基金Project supported by the Zhejiang Province Key Research and Development Program(No.2015C03042),China
文摘Objective: This paper applied a transcriptomic approach to investigate the mechanisms of adriamycin(ADR) in treating proliferative vitreoretinopathy(PVR) using ARPE-19 cells. Methods: The growth inhibitory effects of ADR on ARPE-19 cells were assessed by sulforhodamine B(SRB) assay and propidium iodide(PI) staining using flow cytometry. The differentially expressed genes between ADR-treated ARPE-19 cells and normal ARPE-19 cells and the signaling pathways involved were investigated by microarray analysis. Mitochondrial function was detected by JC-1 staining using flow cytometry and the Bcl-2/Bax protein family.
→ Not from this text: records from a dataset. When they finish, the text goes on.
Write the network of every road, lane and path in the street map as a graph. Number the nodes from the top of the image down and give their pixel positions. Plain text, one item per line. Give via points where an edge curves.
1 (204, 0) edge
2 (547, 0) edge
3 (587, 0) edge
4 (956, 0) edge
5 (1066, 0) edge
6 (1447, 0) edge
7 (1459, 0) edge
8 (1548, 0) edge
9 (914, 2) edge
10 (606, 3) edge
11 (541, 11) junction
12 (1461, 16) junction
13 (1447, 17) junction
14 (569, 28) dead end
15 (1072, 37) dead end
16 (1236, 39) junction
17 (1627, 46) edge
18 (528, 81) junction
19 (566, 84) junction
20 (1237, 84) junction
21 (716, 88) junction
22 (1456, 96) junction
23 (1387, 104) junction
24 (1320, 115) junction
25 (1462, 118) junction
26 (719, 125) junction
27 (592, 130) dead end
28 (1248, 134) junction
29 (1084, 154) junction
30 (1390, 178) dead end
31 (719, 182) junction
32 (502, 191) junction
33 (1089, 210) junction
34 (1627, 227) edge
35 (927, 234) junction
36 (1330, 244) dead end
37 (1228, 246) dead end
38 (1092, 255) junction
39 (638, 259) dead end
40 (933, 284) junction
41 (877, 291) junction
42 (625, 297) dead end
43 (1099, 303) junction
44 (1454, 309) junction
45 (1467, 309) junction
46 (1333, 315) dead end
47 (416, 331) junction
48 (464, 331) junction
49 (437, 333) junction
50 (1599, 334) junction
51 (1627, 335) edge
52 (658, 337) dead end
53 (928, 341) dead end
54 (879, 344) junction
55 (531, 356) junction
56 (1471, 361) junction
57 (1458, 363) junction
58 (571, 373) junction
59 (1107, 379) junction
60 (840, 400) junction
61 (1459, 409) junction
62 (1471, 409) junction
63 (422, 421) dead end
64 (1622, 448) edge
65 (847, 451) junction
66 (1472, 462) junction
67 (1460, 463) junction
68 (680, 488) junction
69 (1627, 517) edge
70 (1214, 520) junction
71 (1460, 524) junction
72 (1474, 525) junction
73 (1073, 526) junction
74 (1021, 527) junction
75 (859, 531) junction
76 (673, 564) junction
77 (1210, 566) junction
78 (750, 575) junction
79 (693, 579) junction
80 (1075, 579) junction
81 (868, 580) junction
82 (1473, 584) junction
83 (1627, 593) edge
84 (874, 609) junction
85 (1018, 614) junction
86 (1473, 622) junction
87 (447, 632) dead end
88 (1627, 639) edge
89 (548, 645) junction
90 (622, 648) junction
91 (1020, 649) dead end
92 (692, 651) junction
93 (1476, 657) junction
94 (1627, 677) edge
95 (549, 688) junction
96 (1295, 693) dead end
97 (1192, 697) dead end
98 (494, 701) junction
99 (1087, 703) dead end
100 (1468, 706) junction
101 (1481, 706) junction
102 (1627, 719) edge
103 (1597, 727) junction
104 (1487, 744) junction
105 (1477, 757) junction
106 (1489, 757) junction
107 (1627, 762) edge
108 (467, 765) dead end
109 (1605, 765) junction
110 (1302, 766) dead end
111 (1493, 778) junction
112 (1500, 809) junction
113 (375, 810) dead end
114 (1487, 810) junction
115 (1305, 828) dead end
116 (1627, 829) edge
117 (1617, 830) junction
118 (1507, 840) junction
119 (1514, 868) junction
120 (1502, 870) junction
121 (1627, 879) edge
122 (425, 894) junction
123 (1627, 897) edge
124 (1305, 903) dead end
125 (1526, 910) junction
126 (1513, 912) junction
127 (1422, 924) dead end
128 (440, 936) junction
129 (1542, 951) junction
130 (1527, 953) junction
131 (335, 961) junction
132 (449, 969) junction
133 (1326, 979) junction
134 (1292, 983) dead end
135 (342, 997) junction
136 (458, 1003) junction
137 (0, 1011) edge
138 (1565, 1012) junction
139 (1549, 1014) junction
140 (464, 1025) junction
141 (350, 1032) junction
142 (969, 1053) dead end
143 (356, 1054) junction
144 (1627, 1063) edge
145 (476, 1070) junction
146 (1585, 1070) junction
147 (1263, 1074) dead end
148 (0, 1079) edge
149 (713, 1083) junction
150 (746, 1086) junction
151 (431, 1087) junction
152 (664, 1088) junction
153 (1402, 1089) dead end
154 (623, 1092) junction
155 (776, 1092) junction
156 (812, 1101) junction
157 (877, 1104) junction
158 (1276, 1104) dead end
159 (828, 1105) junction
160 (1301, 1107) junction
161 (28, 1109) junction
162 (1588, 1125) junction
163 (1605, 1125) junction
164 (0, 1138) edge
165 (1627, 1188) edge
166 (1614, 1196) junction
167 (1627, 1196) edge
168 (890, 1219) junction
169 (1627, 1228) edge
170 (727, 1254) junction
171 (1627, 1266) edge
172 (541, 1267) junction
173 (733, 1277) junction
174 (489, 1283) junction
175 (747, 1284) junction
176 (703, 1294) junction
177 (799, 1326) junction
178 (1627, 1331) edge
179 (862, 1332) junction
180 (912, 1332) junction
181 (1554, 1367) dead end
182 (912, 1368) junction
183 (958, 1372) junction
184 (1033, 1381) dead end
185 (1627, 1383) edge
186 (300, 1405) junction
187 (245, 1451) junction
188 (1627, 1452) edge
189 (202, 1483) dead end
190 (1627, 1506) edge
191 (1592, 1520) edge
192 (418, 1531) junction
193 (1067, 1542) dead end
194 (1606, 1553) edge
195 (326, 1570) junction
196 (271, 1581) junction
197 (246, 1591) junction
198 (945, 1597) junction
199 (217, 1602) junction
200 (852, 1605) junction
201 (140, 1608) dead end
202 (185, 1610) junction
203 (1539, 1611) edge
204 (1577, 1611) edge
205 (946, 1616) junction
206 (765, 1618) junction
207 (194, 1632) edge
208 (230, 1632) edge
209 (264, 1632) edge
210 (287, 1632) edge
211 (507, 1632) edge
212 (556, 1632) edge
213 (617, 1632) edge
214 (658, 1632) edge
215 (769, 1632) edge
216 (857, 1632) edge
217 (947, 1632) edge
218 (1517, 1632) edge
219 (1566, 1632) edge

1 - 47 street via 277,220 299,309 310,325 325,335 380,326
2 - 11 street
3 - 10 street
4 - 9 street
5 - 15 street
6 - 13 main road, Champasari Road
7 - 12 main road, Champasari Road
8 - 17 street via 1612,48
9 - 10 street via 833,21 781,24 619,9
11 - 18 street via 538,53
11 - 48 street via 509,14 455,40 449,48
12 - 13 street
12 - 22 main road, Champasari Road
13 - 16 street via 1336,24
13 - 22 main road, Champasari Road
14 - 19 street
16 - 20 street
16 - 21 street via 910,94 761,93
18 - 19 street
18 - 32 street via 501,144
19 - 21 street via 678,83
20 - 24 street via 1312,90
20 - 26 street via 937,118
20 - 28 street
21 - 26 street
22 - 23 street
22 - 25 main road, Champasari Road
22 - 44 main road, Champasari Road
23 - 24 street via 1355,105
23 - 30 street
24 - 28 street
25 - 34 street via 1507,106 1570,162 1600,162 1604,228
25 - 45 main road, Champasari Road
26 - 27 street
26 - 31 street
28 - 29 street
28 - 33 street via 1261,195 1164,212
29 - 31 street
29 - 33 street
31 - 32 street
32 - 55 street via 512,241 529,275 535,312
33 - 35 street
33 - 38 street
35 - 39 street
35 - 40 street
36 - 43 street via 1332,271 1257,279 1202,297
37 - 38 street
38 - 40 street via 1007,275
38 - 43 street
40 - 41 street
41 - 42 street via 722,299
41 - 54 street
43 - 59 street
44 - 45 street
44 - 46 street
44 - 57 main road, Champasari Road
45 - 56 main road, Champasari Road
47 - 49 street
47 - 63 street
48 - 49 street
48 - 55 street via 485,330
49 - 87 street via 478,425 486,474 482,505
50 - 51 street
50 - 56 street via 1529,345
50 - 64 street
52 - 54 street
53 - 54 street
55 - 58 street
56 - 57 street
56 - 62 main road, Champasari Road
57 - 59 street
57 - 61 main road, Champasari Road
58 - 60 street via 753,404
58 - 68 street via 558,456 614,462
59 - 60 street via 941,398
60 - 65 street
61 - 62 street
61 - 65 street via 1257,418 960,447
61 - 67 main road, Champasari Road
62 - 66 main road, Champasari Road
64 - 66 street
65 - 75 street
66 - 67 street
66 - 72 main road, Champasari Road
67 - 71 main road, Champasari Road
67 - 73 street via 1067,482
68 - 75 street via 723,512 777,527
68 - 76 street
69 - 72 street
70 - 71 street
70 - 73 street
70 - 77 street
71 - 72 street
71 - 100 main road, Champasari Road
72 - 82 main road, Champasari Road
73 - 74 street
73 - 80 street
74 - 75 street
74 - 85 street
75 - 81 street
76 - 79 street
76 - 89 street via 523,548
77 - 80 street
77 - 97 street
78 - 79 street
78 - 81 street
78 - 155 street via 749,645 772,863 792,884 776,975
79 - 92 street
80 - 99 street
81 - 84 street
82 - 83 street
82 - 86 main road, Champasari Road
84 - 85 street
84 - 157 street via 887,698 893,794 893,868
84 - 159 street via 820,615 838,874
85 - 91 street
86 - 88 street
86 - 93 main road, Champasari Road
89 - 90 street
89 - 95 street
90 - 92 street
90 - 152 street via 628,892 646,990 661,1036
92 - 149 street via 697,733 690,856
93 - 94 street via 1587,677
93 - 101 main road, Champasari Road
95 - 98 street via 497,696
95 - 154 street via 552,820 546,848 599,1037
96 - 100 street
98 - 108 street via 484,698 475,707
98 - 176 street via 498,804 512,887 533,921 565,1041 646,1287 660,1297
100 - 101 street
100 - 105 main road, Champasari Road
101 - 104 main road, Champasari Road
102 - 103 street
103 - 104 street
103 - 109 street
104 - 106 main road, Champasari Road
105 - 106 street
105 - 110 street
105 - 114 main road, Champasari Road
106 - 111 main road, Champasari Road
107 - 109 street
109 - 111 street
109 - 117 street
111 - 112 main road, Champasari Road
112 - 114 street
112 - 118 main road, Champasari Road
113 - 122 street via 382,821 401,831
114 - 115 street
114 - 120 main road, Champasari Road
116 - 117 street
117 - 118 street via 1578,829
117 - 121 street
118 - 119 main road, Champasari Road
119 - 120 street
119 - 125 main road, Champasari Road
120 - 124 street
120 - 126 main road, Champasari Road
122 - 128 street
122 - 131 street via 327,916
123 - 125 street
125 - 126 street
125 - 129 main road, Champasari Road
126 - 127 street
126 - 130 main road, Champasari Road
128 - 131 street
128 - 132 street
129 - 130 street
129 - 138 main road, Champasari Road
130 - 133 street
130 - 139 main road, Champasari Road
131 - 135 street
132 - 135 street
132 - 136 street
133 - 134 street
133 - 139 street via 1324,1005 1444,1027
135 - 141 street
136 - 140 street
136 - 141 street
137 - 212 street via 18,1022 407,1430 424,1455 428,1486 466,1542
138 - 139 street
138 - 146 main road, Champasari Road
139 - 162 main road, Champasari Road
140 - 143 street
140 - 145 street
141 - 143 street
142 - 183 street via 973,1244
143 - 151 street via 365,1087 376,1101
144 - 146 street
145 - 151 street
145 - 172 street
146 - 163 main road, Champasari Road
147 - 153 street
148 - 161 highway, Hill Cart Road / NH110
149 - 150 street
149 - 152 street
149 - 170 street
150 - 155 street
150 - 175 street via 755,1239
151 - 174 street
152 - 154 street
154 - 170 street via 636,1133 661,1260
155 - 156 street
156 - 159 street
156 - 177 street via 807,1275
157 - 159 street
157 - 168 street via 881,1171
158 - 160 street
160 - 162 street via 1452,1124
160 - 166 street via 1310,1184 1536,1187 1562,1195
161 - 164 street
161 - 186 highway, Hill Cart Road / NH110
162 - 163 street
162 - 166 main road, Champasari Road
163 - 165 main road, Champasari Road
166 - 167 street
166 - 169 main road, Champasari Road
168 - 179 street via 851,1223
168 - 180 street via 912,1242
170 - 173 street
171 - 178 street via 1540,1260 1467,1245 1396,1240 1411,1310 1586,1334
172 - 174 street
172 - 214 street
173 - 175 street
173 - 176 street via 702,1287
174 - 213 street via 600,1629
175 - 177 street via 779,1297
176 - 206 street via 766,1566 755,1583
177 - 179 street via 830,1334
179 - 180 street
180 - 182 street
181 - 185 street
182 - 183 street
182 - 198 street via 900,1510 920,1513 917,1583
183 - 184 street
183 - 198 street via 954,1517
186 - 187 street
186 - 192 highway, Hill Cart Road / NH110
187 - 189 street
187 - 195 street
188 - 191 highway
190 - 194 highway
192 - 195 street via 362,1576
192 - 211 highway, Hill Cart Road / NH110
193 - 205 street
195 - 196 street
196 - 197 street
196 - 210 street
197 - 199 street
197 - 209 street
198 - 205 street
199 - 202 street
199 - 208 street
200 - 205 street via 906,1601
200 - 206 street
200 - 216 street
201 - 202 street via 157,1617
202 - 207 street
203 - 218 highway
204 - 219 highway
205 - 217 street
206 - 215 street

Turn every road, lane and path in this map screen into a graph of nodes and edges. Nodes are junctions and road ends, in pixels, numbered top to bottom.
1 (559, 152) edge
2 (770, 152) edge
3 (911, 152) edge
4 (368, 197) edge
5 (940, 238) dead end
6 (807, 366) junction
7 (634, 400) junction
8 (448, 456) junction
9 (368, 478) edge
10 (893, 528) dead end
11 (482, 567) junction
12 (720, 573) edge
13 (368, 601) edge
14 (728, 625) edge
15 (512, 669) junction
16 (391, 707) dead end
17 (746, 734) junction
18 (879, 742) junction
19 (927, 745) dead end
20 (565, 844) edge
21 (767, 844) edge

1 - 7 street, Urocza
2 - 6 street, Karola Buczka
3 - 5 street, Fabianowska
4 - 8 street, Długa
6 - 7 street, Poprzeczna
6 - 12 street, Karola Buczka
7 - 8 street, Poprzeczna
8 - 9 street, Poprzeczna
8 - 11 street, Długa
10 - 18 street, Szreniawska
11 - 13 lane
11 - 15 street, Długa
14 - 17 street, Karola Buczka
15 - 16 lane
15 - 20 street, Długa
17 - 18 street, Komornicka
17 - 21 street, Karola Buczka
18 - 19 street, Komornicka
The phosphorylated histone H2 AX(γ-H2 AX), phosphorylated checkpoint kinase 1(p-CHK1), and phosphorylated checkpoint kinase 2(p-CHK2) were assessed to detect DNA damage and repair. Results: ADR could significantly inhibit ARPE-19 cell proliferation and induce caspasedependent apoptosis in vitro. In total, 4479 differentially expressed genes were found, and gene ontology items and the p53 signaling pathway were enriched. A protein–protein interaction analysis indicated that the TP53 protein molecules regulated by ADR were related to DNA damage and oxidative stress. ADR reduced mitochondrial membrane potential and the Bcl-2/Bax ratio. p53-knockdown restored the activation of c-caspase-3 activity induced by ADR by regulating Bax expression, and it inhibited ADR-induced ARPE-19 cell apoptosis. Finally, the levels of the γ-H2 AX, p-CHK1, and p-CHK2 proteins were up-regulated after ADR exposure. Conclusions: The mechanism of ARPE-19 cell death induced by ADR may be caspase-dependent apoptosis, and it may be regulated by the p53-dependent mitochondrial dysfunction, activating the p53 signaling pathway through DNA damage.